A Plaintiff’s Market for Settlements
Whether’s there’s a rush to file new infringement suits or not, a verdict against Led Zeppelin may embolden songwriters who think their work has been copied, making them less likely to jump at the first settlement offer they get. Also, musicians facing those suits may be increasingly reluctant to risk a jury trial and more willing to add an extra zero or two to their end of their settlement sums. It hardly seems coincidental that Bruno Mars and Mark Ronson granted the members of the Gap Band songwriting credit on “Uptown Funk” so quickly after the “Blurred Lines” verdict as a way to dodge litigation. But again, though anecdotal evidence like this may grab headlines, most of this action, if it occurs, will take place behind the scenes.
A Chilling Effect?
Every act of copyright litigation raises a genuine concern that it will have a chilling effect on creativity. How can musicians create freely, drawing from their predecessors as artists have always done, while fearing a potential lawsuit down the road? But musicians are already more careful than they were in Zeppelin’s day. The music industry is less free-wheeling than it once was, and it’s hard to imagine a group that big today borrowing as freely from other musicians as Zeppelin did in its prime.

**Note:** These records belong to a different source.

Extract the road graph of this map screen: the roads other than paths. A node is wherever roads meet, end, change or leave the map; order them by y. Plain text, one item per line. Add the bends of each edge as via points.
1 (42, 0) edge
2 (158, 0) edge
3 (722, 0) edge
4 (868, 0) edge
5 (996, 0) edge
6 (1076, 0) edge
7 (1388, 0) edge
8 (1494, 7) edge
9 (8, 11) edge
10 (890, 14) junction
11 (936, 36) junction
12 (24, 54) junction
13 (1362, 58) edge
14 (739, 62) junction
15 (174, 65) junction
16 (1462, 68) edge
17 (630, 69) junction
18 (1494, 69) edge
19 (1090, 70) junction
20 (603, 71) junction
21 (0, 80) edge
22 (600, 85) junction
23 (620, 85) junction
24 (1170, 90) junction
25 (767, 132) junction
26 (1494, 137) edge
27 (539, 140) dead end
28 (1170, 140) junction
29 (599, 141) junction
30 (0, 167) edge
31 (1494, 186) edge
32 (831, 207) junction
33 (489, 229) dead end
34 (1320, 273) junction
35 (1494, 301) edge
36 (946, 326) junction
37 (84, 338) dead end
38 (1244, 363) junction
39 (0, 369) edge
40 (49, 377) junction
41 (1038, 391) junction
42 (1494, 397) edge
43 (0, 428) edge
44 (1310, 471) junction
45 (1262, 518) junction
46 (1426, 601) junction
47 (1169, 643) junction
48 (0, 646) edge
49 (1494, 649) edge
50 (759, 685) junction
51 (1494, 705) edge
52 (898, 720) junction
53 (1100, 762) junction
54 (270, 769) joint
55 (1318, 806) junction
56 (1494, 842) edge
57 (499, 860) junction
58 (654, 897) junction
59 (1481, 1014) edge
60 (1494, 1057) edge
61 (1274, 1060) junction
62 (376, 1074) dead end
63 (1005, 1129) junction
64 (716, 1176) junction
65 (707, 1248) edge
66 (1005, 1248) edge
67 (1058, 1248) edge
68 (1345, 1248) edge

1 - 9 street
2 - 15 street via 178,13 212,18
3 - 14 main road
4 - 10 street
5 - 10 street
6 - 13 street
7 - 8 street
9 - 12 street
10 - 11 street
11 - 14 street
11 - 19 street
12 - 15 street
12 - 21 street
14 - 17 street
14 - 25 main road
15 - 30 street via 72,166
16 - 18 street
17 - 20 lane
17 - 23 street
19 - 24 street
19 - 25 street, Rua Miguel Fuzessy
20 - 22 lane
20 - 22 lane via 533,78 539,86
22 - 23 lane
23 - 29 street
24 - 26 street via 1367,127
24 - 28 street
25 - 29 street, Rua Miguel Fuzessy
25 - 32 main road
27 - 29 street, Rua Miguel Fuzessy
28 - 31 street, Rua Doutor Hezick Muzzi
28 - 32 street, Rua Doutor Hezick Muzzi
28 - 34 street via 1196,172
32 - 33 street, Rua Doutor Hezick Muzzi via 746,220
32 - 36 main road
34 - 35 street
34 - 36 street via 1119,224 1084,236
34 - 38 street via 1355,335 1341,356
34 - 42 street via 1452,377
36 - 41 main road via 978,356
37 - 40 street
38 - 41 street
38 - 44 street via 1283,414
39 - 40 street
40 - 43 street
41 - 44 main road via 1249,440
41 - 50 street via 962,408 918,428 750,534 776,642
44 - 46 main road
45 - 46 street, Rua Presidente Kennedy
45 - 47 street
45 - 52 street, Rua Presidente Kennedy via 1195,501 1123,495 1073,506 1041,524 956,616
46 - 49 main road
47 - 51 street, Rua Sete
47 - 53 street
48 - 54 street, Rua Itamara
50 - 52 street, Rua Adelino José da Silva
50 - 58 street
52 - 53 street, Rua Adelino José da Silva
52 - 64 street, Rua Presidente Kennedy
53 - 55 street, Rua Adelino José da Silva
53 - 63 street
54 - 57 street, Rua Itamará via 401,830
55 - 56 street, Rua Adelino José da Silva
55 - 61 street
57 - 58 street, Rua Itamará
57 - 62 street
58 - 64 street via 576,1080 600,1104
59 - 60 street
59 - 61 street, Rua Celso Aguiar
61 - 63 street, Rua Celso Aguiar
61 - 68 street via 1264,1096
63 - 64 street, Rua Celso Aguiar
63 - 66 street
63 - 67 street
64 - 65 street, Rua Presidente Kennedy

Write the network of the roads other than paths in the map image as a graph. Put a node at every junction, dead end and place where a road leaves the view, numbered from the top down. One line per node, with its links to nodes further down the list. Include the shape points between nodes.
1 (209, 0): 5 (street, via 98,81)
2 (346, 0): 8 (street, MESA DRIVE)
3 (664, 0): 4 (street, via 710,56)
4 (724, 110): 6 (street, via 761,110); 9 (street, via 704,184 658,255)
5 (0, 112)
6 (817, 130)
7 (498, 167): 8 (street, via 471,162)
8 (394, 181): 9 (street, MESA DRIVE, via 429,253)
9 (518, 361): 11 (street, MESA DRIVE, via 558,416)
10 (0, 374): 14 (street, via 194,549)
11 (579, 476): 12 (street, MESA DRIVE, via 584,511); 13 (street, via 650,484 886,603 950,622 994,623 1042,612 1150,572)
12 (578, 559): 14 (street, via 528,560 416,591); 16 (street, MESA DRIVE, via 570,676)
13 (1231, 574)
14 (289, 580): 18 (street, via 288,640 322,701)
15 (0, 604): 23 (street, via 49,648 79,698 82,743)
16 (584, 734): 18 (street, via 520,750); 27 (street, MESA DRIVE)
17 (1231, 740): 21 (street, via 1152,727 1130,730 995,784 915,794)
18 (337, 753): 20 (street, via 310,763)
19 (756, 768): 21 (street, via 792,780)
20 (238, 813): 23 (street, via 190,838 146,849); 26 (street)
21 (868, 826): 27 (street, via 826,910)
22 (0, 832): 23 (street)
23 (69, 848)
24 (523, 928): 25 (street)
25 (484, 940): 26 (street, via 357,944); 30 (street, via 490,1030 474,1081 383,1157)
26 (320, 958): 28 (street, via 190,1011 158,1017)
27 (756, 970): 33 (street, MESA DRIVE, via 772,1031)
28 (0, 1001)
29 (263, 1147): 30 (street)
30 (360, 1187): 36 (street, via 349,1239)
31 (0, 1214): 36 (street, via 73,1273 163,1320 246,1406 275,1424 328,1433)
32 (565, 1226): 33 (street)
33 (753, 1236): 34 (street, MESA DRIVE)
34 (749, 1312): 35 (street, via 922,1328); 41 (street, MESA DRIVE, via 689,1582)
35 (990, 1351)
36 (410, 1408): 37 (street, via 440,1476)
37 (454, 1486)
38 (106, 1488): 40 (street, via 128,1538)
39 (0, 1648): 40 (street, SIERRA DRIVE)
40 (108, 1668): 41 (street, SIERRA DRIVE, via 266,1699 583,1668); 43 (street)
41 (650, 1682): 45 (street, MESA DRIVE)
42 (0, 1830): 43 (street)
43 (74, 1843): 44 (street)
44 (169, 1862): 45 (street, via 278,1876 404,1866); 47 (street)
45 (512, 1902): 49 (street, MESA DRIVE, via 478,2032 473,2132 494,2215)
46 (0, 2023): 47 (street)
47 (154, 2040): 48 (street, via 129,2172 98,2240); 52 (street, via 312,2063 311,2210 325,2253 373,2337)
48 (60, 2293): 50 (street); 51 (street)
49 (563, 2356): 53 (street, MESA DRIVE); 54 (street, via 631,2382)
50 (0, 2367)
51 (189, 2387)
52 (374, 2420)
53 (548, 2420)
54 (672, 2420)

If you fear a chilling effect, look past the giant jury verdicts that grab the headlines and toward the ways in which Congress and the courts have expanded the scope of intellectual property law. Drastic copyright extensions that keep works out of the public domain long after a creator’s death, court decisions that forbid unlicensed sampling regardless of its creative merit, cease and desist orders routinely issued from corporations against smaller artists — each of these does more to limit artistic expression than jury verdicts against superstars.
Second-Guessing at the Remastering Stage
Of more pressing interest to classic musical acts than the jury verdict here, for instance, is the 2014 U.S. Supreme Court decision that made this case possible: Petrella v. Metro-Goldwyn-Mayer, Inc.
There’s a three-year statute of limitations on copyright infringement lawsuits, and Led Zeppelin first recorded “Stairway to Heaven” in 1971. But in 2014, the band released a remastered version of that song. This counts as a new act of infringement, and a new three-year period to sue kicks in.
Still, prior to Petrella, plaintiffs who knew their copyrights had been violated but failed to act had a hard time proving to courts that they should be allowed to sue many years later. Even if the statue of limitations didn’t block their suit, they ran into a legal concept called “laches,” which says that parties who delay going to court for unreasonable amounts of time forfeit their claim.
In 2014, the Supreme Court ruled that laches should apply to copyright infringement suits only in extreme circumstances, and that decision allowed suits like this one to go forward – and should put acts remastering their catalog on guard.
Allegations that “Stairway to Heaven” mimicked “Taurus” had been circulating for years (from both Randy California and others). In the future, a legendary band in the process of remastering its catalog might take those assertions a little more seriously, brokering a deal in advance with a prospective plaintiff.
And if Led Zeppelin Wins?
The ultimate man-bites-dog result, a victory for the classic rockers would probably have no measurable effect on how the music industry relates to copyright law. Composers who think they have a strong claim probably won’t be discouraged. Even with a Zeppelin win, plaintiffs are still batting 1-for-2 in recent big money copyright infringement suits. A 50-50 shot at a big payout – who wouldn’t like those odds?
Led Zeppelin’s Robert Plant took the stand to deny lifting Spirit’s “Taurus” for “Stairway to Heaven” in court.